I don’t know why he was arrested. Maybe he deserved it and we’re all safer as a result. If that’s the case, I’m happy he’s being put away.
What I do know, though, is that this young man made a lot of classic mistakes while being stopped that have gotten many innocent people into trouble they never deserved.
These are mistakes average, everyday people like you and me make every time we interact with the police. The good news is they’re completely avoidable.
Could you be next? Yes, you could
I don’t know a single person who’s never been pulled over by the police.
Most of the time, the infraction is minor—speeding or a broken tail light or something similar—and the consequences are no more than a warning and a little inconvenience.

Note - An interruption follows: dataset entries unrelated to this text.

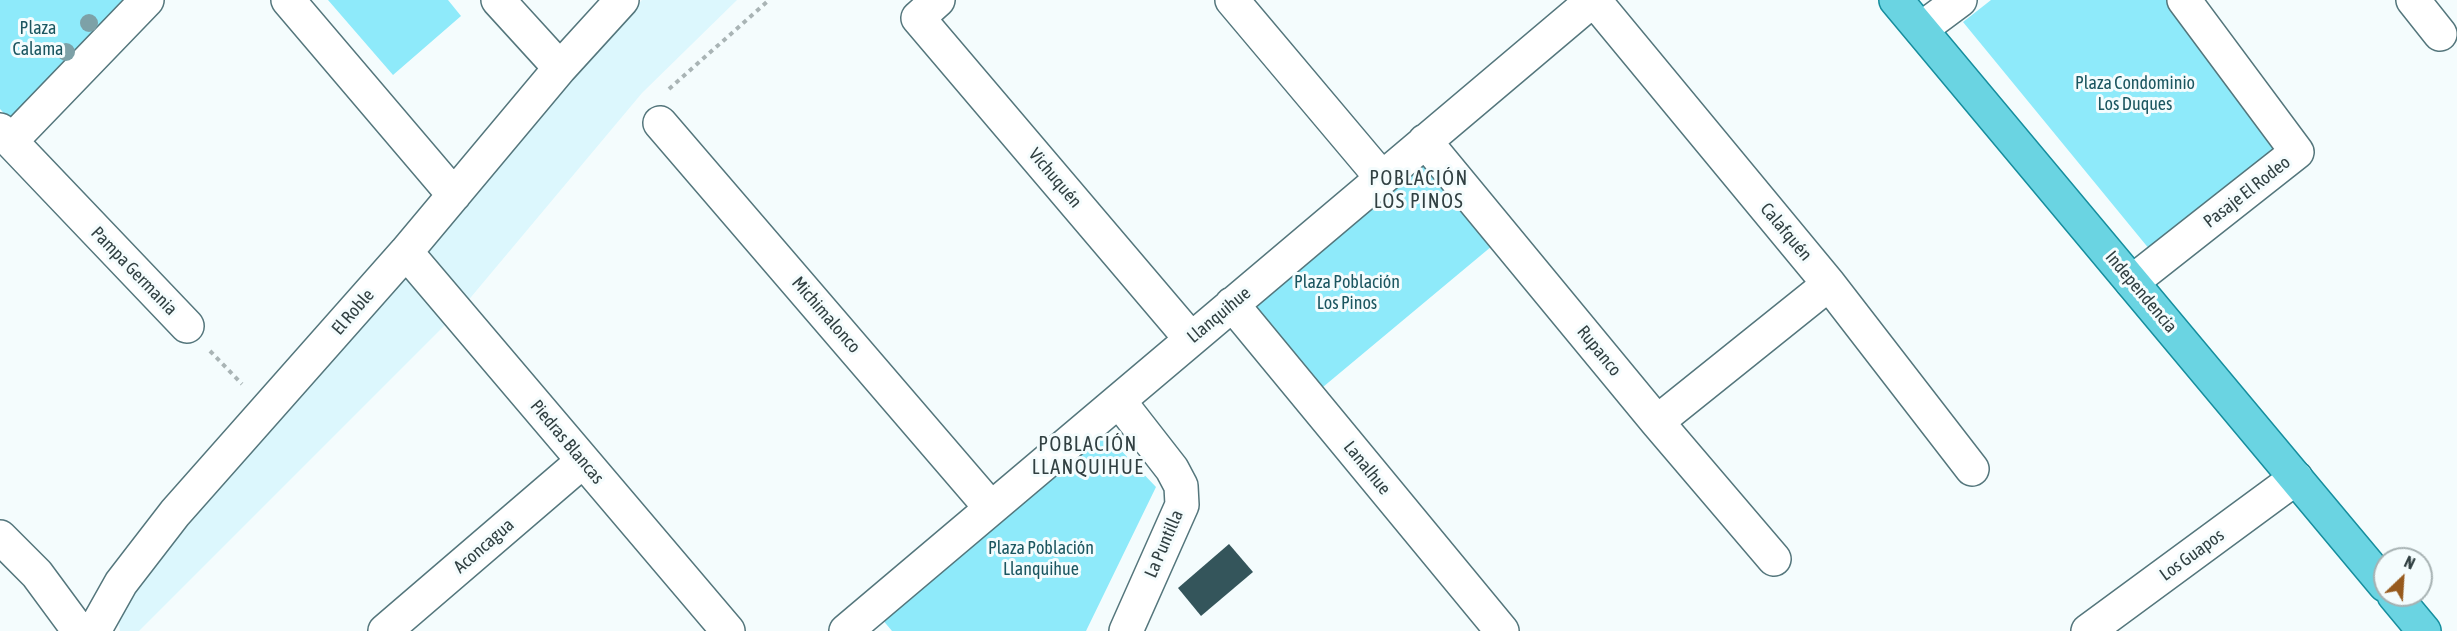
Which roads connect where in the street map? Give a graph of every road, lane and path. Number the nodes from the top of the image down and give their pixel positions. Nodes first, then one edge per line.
1 (147, 0) edge
2 (288, 0) edge
3 (498, 0) edge
4 (622, 0) edge
5 (769, 0) edge
6 (1593, 0) edge
7 (1896, 0) edge
8 (1960, 0) edge
9 (2184, 0) edge
10 (2413, 0) edge
11 (1248, 6) edge
12 (928, 9) edge
13 (1921, 29) junction
14 (2440, 34) dead end
15 (560, 68) junction
16 (668, 90) dead end
17 (660, 123) dead end
18 (5, 136) edge
19 (1425, 141) junction
20 (1382, 178) junction
21 (454, 195) junction
22 (406, 252) junction
23 (2132, 282) junction
24 (1829, 284) junction
25 (1232, 304) junction
26 (187, 326) joint
27 (1191, 339) junction
28 (1119, 401) junction
29 (267, 411) junction
30 (1657, 422) junction
31 (583, 461) junction
32 (1972, 469) dead end
33 (2296, 478) junction
34 (992, 508) junction
35 (0, 537) edge
36 (1774, 559) dead end
37 (2373, 571) edge
38 (2404, 607) edge
39 (1135, 626) edge
40 (860, 627) edge
41 (79, 631) edge
42 (94, 631) edge
43 (385, 631) edge
44 (728, 631) edge
45 (1502, 631) edge
46 (2088, 631) edge
47 (2424, 631) edge

1 - 18 street
2 - 21 street
3 - 15 street
4 - 15 street, El Roble
5 - 16 path
6 - 19 street, Llanquihue
6 - 24 street, Calafquén
7 - 13 main road, Independencia
8 - 13 street
9 - 23 street, Pasaje El Rodeo
10 - 14 street
11 - 20 street
12 - 27 street, Vichuquén
13 - 23 main road, Independencia
15 - 21 street, El Roble
17 - 34 street, Michimalonco
18 - 26 street, Pampa Germania
19 - 20 street, Llanquihue
19 - 30 street, Rupanco
20 - 25 street, Llanquihue
21 - 22 street, El Roble
22 - 29 street, El Roble
22 - 31 street, Piedras Blancas
23 - 33 main road, Independencia
24 - 30 street
24 - 32 street, Calafquén
25 - 27 street, Llanquihue
25 - 45 street, Lanalhue
26 - 29 path, Pampa Germania
27 - 28 street, Llanquihue
28 - 34 street, Llanquihue
28 - 39 street, La Puntilla
29 - 42 street, El Roble
30 - 36 street, Rupanco
31 - 43 street, Aconcagua
31 - 44 street, Piedras Blancas
33 - 37 main road, Independencia
33 - 46 street, Los Guapos
34 - 40 street, Llanquihue
35 - 41 street
38 - 47 main road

But that’s not how it goes every time. You see, a routine traffic stop is really nothing more than an opportunity for the police to search and find other reasons to cite and even arrest you.
A simple traffic stop that turns into more could ruin your life, even if you didn’t do anything wrong. Sounds unlikely, but it’s more common than you might think.
While violent crime in the U.S. continues to drop every year (and has for over a decade), arrests and incarcerations continue to climb. In 2011, 1 in 25 Americans were arrested. And 1 in 33 were arrested for crimes that did not involve violence, theft, or property damage.
This number is astounding and, in my opinion, should frighten any Smart Riskologist who believes in liberty and freedom.
I’m afraid to report to those of you reading this from within the United States that we may now be living in a police state.
And if you think this doesn’t concern you because you don’t live in the U.S., it certainly does it you ever plan to visit; we treat foreigners even worse.
Since being stopped by the police while driving is very normal, you should know the right way to handle it when it happens to you.
The police are not your friends, I’m afraid
It’s sad to say that, these days, unless you’ve called and asked for help, the police are likely not your friends, and they are not there to help you. They are there to decide if you’ve done something wrong and whether they can arrest you to “maintain order.”
The steps I’m about to lay out would be described by some as “just being a pain in the ass.”
And in some regard, that’s correct. To have a successful, low-risk interaction with the police, you do have to be a bit of a pain in the ass.
But I reject that view. Luckily, here in the U.S., we do still have a constitution and laws that very specifically spell out how the police are allowed to treat you, and what rights you have while being stopped by them.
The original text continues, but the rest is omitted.